§ **WORK TASK**:
If an entry below contains an image, drop the image and retype the rest exactly.

§ **INFORMATION SUPPLIED**:
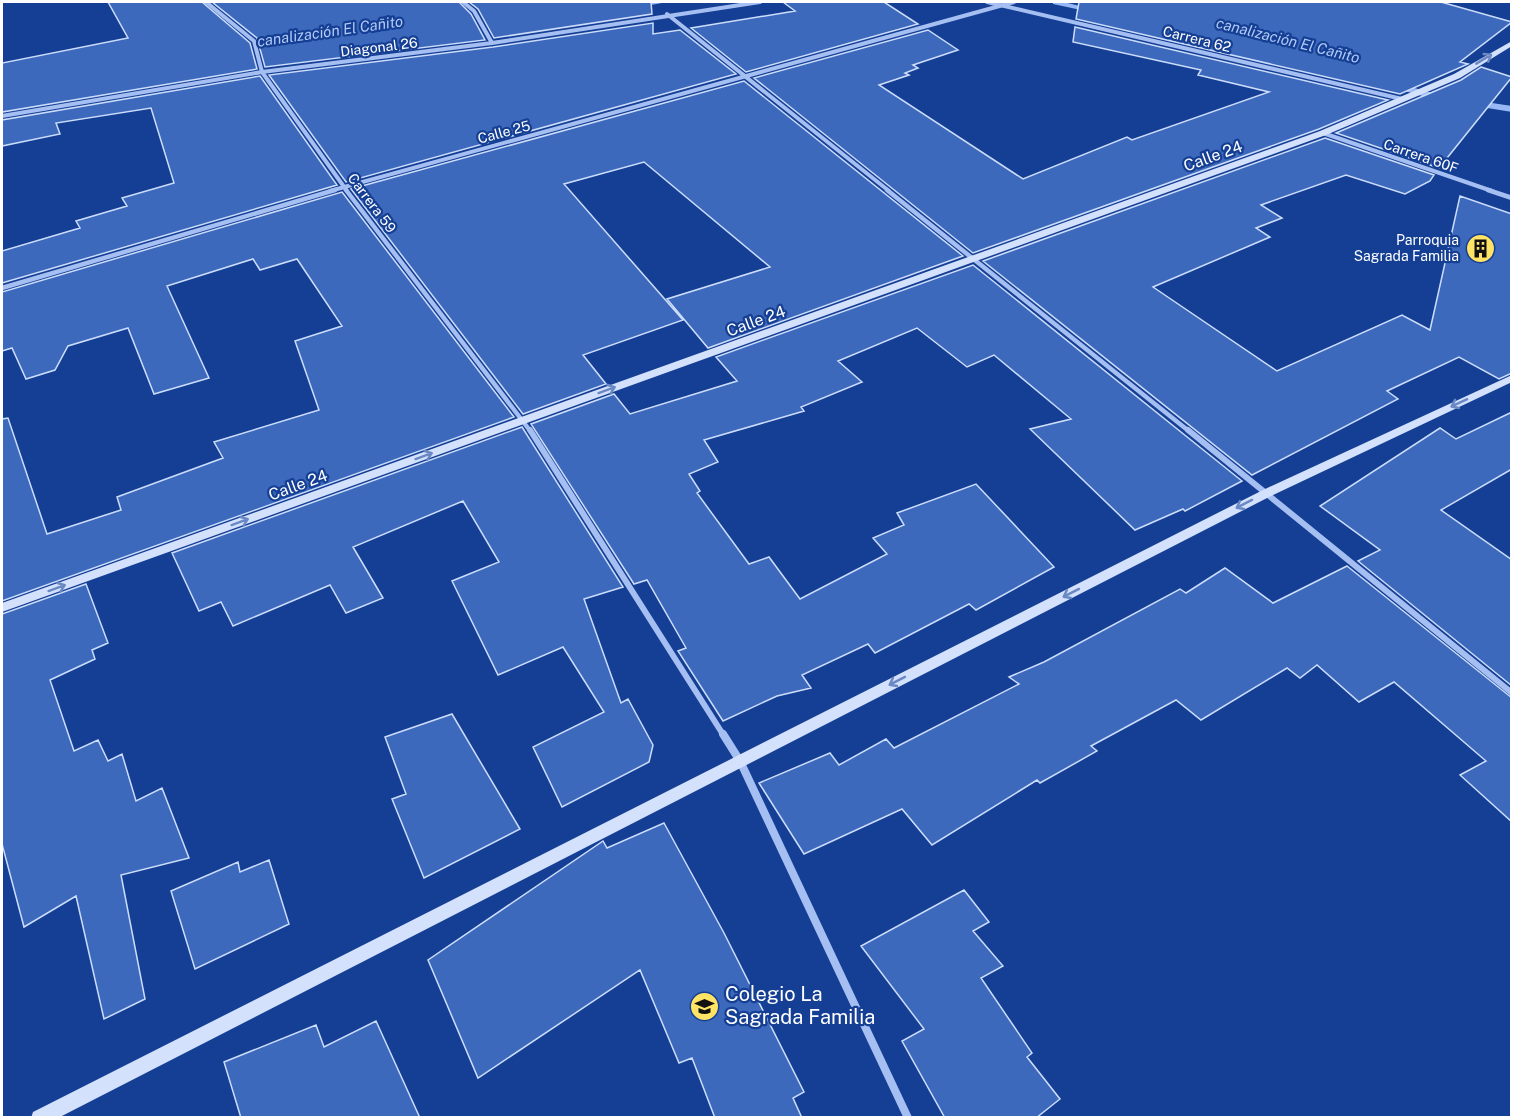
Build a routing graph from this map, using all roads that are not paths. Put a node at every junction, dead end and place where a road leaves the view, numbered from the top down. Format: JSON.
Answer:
{"nodes":[{"id":1,"x":206,"y":2,"type":"edge"},
{"id":2,"x":463,"y":2,"type":"edge"},
{"id":3,"x":760,"y":2,"type":"edge"},
{"id":4,"x":987,"y":2,"type":"edge"},
{"id":5,"x":1014,"y":2,"type":"edge"},
{"id":6,"x":1004,"y":4,"type":"junction"},
{"id":7,"x":667,"y":14,"type":"junction"},
{"id":8,"x":492,"y":41,"type":"junction"},
{"id":9,"x":1512,"y":43,"type":"edge"},
{"id":10,"x":262,"y":70,"type":"junction"},
{"id":11,"x":747,"y":76,"type":"junction"},
{"id":12,"x":1406,"y":98,"type":"junction"},
{"id":13,"x":2,"y":116,"type":"edge"},
{"id":14,"x":1323,"y":133,"type":"junction"},
{"id":15,"x":344,"y":187,"type":"junction"},
{"id":16,"x":1512,"y":198,"type":"edge"},
{"id":17,"x":974,"y":258,"type":"junction"},
{"id":18,"x":2,"y":288,"type":"edge"},
{"id":19,"x":1512,"y":378,"type":"edge"},
{"id":20,"x":524,"y":421,"type":"junction"},
{"id":21,"x":1267,"y":493,"type":"junction"},
{"id":22,"x":2,"y":608,"type":"edge"},
{"id":23,"x":1512,"y":693,"type":"edge"},
{"id":24,"x":740,"y":761,"type":"junction"},
{"id":25,"x":39,"y":1118,"type":"edge"},
{"id":26,"x":908,"y":1118,"type":"edge"}],
"edges":[{"from":1,"to":10,"type":"street","name":"Carrera 59"},
{"from":2,"to":8,"type":"street"},
{"from":3,"to":7,"type":"street","name":"Diagonal 26"},
{"from":4,"to":6,"type":"street","name":"Carrera 62"},
{"from":5,"to":6,"type":"street","name":"Calle 25"},
{"from":6,"to":11,"type":"street","name":"Calle 25"},
{"from":6,"to":12,"type":"street","name":"Carrera 62"},
{"from":7,"to":8,"type":"street","name":"Diagonal 26"},
{"from":7,"to":11,"type":"street"},
{"from":8,"to":10,"type":"street","name":"Diagonal 26"},
{"from":12,"to":9,"type":"main road","name":"Calle 24","one_way":true},
{"from":10,"to":13,"type":"street","name":"Diagonal 26"},
{"from":10,"to":15,"type":"street","name":"Carrera 59"},
{"from":11,"to":15,"type":"street","name":"Calle 25"},
{"from":11,"to":17,"type":"street"},
{"from":12,"to":14,"type":"main road","name":"Calle 24"},
{"from":14,"to":16,"type":"street","name":"Carrera 60F"},
{"from":14,"to":17,"type":"main road","name":"Calle 24"},
{"from":15,"to":18,"type":"street","name":"Calle 25"},
{"from":15,"to":20,"type":"street","name":"Carrera 59"},
{"from":20,"to":17,"type":"main road","name":"Calle 24","one_way":true},
{"from":17,"to":21,"type":"street"},
{"from":19,"to":21,"type":"main road","one_way":true},
{"from":22,"to":20,"type":"main road","name":"Calle 24","one_way":true},
{"from":20,"to":24,"type":"street","name":"Carrera 59"},
{"from":21,"to":23,"type":"street"},
{"from":21,"to":24,"type":"main road","one_way":true},
{"from":24,"to":25,"type":"main road"},
{"from":24,"to":26,"type":"street","name":"Carrera 59"}]}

§ **COMPLETED TASK**:
Build a routing graph from this map, using all roads that are not paths. Put a node at every junction, dead end and place where a road leaves the view, numbered from the top down. Format: JSON.
Answer:
{"nodes":[{"id":1,"x":206,"y":2,"type":"edge"},
{"id":2,"x":463,"y":2,"type":"edge"},
{"id":3,"x":760,"y":2,"type":"edge"},
{"id":4,"x":987,"y":2,"type":"edge"},
{"id":5,"x":1014,"y":2,"type":"edge"},
{"id":6,"x":1004,"y":4,"type":"junction"},
{"id":7,"x":667,"y":14,"type":"junction"},
{"id":8,"x":492,"y":41,"type":"junction"},
{"id":9,"x":1512,"y":43,"type":"edge"},
{"id":10,"x":262,"y":70,"type":"junction"},
{"id":11,"x":747,"y":76,"type":"junction"},
{"id":12,"x":1406,"y":98,"type":"junction"},
{"id":13,"x":2,"y":116,"type":"edge"},
{"id":14,"x":1323,"y":133,"type":"junction"},
{"id":15,"x":344,"y":187,"type":"junction"},
{"id":16,"x":1512,"y":198,"type":"edge"},
{"id":17,"x":974,"y":258,"type":"junction"},
{"id":18,"x":2,"y":288,"type":"edge"},
{"id":19,"x":1512,"y":378,"type":"edge"},
{"id":20,"x":524,"y":421,"type":"junction"},
{"id":21,"x":1267,"y":493,"type":"junction"},
{"id":22,"x":2,"y":608,"type":"edge"},
{"id":23,"x":1512,"y":693,"type":"edge"},
{"id":24,"x":740,"y":761,"type":"junction"},
{"id":25,"x":39,"y":1118,"type":"edge"},
{"id":26,"x":908,"y":1118,"type":"edge"}],
"edges":[{"from":1,"to":10,"type":"street","name":"Carrera 59"},
{"from":2,"to":8,"type":"street"},
{"from":3,"to":7,"type":"street","name":"Diagonal 26"},
{"from":4,"to":6,"type":"street","name":"Carrera 62"},
{"from":5,"to":6,"type":"street","name":"Calle 25"},
{"from":6,"to":11,"type":"street","name":"Calle 25"},
{"from":6,"to":12,"type":"street","name":"Carrera 62"},
{"from":7,"to":8,"type":"street","name":"Diagonal 26"},
{"from":7,"to":11,"type":"street"},
{"from":8,"to":10,"type":"street","name":"Diagonal 26"},
{"from":12,"to":9,"type":"main road","name":"Calle 24","one_way":true},
{"from":10,"to":13,"type":"street","name":"Diagonal 26"},
{"from":10,"to":15,"type":"street","name":"Carrera 59"},
{"from":11,"to":15,"type":"street","name":"Calle 25"},
{"from":11,"to":17,"type":"street"},
{"from":12,"to":14,"type":"main road","name":"Calle 24"},
{"from":14,"to":16,"type":"street","name":"Carrera 60F"},
{"from":14,"to":17,"type":"main road","name":"Calle 24"},
{"from":15,"to":18,"type":"street","name":"Calle 25"},
{"from":15,"to":20,"type":"street","name":"Carrera 59"},
{"from":20,"to":17,"type":"main road","name":"Calle 24","one_way":true},
{"from":17,"to":21,"type":"street"},
{"from":19,"to":21,"type":"main road","one_way":true},
{"from":22,"to":20,"type":"main road","name":"Calle 24","one_way":true},
{"from":20,"to":24,"type":"street","name":"Carrera 59"},
{"from":21,"to":23,"type":"street"},
{"from":21,"to":24,"type":"main road","one_way":true},
{"from":24,"to":25,"type":"main road"},
{"from":24,"to":26,"type":"street","name":"Carrera 59"}]}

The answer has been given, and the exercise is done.